Your browser is out of date

Update your browser to view this website correctly. Update my browser now

×

Cloudera Tutorials

Optimize your time with detailed tutorials that clearly explain the best way to deploy, use, and manage Cloudera products. Login or register below to access all Cloudera tutorials.

 

Introduction

 

This tutorial will show you how use Apache NiFi to pull data in the form of a CSV file placed on a cloud storage solution, format it in order to send it to a messaging queue (Kafka), consuming from that queue to ingest it into an operational database (HBase), and then retrieving the data via SQL syntax using Phoenix, all within Cloudera Data Platform - Public Cloud (CDP-PC).

 

Prerequisites

 

  • Have access to Cloudera Data Platform (CDP) Public Cloud with a Data Lake running.
  • If you're new to CDP or need a CDP environment please visit Discover CDP
  • Have AWS CLI fundamental knowledge

 

Outline

 

 

Watch Video

 

The video below provides a brief overview of what is covered in this tutorial:

 

 

Download Assets

 

Download and unzip tutorial files; remember location where you extracted the files.

 

Using AWS CLI, copy file corvette-data-june2020.csv to S3 bucket, s3a://<storage.location>/tutorial-opdb/, where <storage.location> is your environment’s property value for storage.location.base. In this example, property storage.location.base has value s3a://usermarketing-cdp-demo:

aws s3 cp corvette-data-june2020.csv s3://usermarketing-cdp-demo/tutorial-opdb/corvette-data-june2020.csv

 

Provision Data Hub Clusters

 

This tutorial requires that we provision three (3) data hub clusters named:

 

1. um-nifi-demo, using cluster definition 7.2.0 - Flow Management Light Duty for AWS

 

 

2. um-streaming-demo, using cluster definition 7.2.0 - Streams Messaging Light Duty for AWS

 

3. um-opdb-demo, using cluster definition 7.2.0 - Operational Database with SQL for AWS

 

Note: Your CDP environment may have different cluster definitions.

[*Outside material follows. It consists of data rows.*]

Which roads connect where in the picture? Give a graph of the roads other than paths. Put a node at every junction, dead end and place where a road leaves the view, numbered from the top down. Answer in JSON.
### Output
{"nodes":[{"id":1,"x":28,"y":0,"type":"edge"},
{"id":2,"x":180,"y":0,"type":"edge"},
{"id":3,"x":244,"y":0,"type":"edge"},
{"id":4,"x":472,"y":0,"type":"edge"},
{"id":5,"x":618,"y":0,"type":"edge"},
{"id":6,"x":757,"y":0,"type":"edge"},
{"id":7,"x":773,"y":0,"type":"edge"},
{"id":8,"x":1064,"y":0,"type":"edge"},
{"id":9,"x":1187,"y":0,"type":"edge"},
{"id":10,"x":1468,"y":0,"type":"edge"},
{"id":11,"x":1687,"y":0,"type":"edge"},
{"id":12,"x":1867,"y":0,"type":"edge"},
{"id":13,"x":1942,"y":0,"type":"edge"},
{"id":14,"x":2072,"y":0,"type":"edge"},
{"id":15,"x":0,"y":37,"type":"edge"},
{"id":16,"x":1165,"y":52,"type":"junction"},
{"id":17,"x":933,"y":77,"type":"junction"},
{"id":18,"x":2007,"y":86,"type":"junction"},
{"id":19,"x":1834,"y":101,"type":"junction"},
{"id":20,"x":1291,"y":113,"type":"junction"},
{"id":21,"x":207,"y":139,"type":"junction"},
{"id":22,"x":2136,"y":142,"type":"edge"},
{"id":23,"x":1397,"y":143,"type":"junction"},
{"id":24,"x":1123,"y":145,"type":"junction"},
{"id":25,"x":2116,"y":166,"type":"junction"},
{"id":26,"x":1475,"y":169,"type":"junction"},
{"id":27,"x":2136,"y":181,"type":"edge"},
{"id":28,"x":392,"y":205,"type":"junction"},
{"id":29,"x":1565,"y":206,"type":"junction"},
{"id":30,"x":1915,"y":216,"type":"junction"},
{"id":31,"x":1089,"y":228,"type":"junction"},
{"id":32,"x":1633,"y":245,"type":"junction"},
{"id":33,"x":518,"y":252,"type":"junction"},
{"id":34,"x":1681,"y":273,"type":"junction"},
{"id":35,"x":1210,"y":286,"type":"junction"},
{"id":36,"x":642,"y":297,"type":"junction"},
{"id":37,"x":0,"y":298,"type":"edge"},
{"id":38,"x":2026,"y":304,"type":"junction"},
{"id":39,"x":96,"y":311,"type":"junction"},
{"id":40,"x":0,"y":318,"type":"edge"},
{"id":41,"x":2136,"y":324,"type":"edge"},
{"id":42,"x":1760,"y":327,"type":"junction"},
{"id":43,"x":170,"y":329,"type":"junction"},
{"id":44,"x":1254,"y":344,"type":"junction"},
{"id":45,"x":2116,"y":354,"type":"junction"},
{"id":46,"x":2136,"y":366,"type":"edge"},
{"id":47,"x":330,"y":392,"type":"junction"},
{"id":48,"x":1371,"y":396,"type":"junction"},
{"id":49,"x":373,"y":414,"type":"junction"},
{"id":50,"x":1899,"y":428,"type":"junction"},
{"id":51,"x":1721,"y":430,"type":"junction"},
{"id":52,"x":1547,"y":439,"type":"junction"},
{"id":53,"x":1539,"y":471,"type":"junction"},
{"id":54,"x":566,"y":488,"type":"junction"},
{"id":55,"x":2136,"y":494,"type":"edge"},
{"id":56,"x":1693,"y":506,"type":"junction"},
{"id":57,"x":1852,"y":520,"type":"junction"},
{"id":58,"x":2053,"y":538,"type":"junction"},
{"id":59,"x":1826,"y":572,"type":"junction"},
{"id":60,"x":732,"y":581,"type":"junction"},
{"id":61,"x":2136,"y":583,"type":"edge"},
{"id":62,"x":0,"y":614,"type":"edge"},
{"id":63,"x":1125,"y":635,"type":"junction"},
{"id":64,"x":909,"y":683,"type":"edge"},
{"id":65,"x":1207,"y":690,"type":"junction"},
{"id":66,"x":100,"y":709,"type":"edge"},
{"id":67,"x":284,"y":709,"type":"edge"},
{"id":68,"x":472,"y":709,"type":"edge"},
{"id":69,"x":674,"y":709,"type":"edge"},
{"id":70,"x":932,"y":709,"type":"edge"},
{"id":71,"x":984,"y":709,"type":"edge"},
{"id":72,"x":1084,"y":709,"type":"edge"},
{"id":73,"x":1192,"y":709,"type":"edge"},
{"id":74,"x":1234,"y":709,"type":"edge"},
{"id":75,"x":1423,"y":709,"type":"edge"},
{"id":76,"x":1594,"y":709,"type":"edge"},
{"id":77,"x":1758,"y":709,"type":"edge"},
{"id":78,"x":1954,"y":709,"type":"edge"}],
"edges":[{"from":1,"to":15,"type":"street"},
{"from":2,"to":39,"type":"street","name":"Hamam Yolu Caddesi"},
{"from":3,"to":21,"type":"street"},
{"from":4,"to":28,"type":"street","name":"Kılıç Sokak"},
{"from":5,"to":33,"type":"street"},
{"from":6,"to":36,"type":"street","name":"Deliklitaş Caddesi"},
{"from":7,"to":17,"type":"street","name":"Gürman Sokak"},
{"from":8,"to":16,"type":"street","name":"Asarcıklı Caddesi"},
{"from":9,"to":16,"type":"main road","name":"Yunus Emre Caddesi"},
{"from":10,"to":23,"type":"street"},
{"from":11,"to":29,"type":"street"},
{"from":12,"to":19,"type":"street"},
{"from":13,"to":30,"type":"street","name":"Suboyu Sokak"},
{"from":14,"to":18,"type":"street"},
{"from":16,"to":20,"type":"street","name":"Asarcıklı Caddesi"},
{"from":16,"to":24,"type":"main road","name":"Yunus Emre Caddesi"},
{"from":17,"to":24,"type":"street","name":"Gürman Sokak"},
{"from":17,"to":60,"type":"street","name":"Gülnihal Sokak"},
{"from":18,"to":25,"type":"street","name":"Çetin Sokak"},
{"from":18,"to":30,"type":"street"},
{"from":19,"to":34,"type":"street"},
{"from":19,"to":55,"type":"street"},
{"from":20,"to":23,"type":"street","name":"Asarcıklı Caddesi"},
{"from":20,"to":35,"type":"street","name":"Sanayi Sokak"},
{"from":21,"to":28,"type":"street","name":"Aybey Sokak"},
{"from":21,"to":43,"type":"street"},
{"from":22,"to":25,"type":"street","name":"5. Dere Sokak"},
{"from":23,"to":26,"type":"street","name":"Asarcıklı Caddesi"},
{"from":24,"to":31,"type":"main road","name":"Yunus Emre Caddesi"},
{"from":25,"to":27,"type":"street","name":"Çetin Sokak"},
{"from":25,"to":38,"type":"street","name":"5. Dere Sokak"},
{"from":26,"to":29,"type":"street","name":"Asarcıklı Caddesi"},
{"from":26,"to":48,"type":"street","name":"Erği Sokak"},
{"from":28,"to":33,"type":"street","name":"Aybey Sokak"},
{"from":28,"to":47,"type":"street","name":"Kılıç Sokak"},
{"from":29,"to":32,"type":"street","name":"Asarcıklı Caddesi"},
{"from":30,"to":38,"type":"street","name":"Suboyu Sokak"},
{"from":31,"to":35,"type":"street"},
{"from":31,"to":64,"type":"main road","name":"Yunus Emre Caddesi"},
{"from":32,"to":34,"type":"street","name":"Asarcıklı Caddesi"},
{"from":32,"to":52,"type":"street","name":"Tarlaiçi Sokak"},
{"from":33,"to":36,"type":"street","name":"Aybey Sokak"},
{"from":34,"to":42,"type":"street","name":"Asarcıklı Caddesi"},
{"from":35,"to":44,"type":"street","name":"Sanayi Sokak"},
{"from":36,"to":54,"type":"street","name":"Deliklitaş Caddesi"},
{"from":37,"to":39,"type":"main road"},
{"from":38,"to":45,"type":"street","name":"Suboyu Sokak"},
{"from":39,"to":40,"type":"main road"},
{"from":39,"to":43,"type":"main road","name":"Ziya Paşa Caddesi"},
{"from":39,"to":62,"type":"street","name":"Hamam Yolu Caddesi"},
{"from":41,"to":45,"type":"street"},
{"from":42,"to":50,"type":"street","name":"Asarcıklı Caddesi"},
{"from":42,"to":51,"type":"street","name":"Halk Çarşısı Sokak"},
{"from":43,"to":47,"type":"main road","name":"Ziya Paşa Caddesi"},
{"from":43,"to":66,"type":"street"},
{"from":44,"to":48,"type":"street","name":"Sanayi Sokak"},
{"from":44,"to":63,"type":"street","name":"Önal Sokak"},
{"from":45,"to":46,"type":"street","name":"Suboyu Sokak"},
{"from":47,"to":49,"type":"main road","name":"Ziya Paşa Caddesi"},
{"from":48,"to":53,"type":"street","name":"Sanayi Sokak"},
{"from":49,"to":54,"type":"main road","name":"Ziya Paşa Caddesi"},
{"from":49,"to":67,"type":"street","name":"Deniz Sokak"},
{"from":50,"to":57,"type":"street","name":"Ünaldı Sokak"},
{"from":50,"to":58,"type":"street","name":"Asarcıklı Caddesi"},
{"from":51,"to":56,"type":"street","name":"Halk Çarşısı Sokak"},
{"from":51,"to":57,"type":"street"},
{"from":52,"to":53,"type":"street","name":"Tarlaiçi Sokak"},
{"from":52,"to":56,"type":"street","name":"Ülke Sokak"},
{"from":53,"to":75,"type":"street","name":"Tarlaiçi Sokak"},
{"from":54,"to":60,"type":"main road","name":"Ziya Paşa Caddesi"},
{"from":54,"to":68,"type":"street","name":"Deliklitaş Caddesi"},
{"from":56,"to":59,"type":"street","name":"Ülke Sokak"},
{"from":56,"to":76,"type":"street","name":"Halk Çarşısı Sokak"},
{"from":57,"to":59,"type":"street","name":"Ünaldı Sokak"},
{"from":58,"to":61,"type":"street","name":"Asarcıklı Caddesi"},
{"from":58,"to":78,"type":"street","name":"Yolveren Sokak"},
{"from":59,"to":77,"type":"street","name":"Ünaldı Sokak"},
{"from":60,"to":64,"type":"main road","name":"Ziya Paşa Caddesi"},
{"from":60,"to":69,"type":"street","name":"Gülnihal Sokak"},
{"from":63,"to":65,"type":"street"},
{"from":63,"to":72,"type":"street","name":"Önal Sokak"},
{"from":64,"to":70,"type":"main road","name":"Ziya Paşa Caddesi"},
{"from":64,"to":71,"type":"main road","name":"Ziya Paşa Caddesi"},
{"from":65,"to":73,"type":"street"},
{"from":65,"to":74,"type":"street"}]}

Refer to How to Create a Data Hub on Cloudera Data Platform for details on how to provision a Data Hub.

 

Data Hub Configuration

 

In this section, we’ll configure our Data Hub Clusters to communicate with one another.

 

Flow Management

 

1. Download HBase configuration file, "hbase-clientconfig.zip" and unzip into the same directory you downloaded the tutorial files.

 

Begin from Operational Database Data Hub:

um-opdb-demo > CM-UI > Clusters > HBase > Actions > Download Client Configuration

 

2. Copy "hbase-site.xml" file into every NiFi worker node.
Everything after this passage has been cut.